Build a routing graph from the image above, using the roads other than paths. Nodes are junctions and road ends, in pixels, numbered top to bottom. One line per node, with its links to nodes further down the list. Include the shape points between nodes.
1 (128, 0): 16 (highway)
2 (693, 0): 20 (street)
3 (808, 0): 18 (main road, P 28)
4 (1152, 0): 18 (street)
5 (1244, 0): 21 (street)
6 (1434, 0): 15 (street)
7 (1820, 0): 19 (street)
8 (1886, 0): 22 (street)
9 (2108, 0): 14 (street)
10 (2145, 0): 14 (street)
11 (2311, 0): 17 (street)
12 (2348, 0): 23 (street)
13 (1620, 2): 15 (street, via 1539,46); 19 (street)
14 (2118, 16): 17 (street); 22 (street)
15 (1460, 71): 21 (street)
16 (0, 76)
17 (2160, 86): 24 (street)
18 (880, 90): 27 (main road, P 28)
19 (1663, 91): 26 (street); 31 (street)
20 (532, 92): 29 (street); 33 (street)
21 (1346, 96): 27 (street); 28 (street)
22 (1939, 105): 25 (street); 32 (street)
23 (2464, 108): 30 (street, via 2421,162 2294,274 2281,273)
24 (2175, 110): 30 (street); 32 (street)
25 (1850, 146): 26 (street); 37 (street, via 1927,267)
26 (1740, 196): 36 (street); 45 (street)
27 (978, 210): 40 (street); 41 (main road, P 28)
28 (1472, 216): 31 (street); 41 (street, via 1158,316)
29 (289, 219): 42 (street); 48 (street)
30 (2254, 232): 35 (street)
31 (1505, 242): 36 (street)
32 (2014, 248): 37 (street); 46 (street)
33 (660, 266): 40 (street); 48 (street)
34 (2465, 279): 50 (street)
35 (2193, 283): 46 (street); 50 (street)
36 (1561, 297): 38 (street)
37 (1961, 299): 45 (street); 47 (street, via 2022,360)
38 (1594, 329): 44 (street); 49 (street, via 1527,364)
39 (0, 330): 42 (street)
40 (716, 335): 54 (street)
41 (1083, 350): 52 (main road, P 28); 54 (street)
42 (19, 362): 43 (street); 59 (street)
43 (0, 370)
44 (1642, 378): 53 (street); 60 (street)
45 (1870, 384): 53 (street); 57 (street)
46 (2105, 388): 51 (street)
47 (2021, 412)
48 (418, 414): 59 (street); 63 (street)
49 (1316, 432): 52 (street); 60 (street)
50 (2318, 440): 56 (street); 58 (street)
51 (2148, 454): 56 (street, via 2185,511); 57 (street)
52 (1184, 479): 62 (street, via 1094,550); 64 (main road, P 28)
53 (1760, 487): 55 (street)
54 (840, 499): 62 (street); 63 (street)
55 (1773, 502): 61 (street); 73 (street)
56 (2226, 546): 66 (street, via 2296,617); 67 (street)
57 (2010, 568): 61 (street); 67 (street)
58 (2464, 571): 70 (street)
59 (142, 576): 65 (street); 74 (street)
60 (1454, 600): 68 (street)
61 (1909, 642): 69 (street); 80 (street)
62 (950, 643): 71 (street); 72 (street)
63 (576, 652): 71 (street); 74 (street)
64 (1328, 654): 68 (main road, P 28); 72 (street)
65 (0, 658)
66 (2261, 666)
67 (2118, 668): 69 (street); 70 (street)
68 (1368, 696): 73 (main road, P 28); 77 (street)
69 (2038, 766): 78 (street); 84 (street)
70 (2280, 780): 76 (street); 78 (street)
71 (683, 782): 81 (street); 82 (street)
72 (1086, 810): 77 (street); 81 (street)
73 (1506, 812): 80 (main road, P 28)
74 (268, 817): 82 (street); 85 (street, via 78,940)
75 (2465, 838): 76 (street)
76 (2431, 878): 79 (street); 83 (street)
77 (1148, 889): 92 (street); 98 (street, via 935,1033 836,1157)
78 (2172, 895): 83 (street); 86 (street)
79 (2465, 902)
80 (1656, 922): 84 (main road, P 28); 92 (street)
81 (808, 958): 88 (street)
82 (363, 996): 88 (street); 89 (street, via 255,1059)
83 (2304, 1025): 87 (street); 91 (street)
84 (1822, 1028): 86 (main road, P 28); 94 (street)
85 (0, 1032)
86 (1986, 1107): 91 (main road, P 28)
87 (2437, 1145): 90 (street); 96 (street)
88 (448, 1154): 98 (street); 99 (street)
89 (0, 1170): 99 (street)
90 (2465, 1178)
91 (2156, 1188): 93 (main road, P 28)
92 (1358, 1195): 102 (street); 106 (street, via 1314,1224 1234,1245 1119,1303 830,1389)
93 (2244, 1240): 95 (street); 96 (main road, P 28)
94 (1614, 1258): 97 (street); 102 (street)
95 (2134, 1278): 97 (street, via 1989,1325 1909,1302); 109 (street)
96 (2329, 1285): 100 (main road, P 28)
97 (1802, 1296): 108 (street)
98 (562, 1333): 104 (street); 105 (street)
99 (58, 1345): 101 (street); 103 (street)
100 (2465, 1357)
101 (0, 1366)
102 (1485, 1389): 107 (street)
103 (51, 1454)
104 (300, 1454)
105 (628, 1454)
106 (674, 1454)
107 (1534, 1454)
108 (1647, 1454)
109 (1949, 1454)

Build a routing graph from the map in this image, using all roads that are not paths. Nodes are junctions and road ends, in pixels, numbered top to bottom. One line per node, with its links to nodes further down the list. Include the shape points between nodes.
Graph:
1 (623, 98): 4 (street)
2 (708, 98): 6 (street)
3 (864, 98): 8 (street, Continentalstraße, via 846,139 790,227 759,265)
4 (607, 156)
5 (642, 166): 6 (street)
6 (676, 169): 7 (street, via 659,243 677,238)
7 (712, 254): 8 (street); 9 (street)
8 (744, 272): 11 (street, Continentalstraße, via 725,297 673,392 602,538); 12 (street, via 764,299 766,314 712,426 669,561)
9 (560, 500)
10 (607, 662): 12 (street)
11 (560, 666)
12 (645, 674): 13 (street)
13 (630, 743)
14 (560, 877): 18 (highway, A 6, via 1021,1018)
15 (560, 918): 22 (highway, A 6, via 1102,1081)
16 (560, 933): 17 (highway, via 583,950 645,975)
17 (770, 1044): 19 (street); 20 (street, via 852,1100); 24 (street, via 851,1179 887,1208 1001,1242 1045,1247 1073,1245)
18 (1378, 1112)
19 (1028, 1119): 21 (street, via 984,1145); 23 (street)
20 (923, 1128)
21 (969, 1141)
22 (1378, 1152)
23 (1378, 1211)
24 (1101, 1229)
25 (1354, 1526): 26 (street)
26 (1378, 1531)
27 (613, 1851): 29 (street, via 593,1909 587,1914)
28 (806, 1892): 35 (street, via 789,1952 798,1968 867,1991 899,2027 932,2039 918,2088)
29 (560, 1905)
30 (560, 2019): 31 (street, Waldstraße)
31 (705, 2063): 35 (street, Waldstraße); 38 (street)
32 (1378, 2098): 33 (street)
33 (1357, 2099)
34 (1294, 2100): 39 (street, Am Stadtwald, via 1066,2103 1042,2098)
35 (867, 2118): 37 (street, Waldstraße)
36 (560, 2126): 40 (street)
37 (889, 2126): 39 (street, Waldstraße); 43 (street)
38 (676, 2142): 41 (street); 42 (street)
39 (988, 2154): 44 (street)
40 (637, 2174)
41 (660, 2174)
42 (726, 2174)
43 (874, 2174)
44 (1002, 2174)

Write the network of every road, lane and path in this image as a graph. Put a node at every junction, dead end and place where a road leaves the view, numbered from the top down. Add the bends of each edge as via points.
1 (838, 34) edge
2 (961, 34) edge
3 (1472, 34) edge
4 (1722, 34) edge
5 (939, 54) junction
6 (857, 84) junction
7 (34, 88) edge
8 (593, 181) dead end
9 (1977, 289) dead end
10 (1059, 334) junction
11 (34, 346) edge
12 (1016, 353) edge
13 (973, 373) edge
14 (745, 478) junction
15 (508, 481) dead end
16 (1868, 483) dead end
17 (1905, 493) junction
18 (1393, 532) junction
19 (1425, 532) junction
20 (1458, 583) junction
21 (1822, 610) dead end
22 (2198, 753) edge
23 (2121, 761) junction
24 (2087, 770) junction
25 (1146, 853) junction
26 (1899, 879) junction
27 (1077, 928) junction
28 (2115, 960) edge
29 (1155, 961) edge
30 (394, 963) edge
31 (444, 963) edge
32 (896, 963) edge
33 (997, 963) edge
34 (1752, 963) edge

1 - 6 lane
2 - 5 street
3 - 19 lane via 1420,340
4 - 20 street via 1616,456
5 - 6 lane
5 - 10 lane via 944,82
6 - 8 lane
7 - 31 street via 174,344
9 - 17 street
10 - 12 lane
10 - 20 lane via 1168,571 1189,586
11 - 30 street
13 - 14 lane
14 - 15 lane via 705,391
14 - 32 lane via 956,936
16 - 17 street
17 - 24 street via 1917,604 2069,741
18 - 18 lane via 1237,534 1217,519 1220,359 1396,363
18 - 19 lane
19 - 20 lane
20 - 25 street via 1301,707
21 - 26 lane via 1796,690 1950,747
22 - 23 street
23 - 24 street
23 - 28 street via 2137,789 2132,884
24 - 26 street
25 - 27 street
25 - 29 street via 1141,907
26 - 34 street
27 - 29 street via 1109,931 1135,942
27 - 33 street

ACTION ITEM:
Pull out all lines containing the word "highway" from the entries above.

FINISHED TASK:
1 (128, 0): 16 (highway)
14 (560, 877): 18 (highway, A 6, via 1021,1018)
15 (560, 918): 22 (highway, A 6, via 1102,1081)
16 (560, 933): 17 (highway, via 583,950 645,975)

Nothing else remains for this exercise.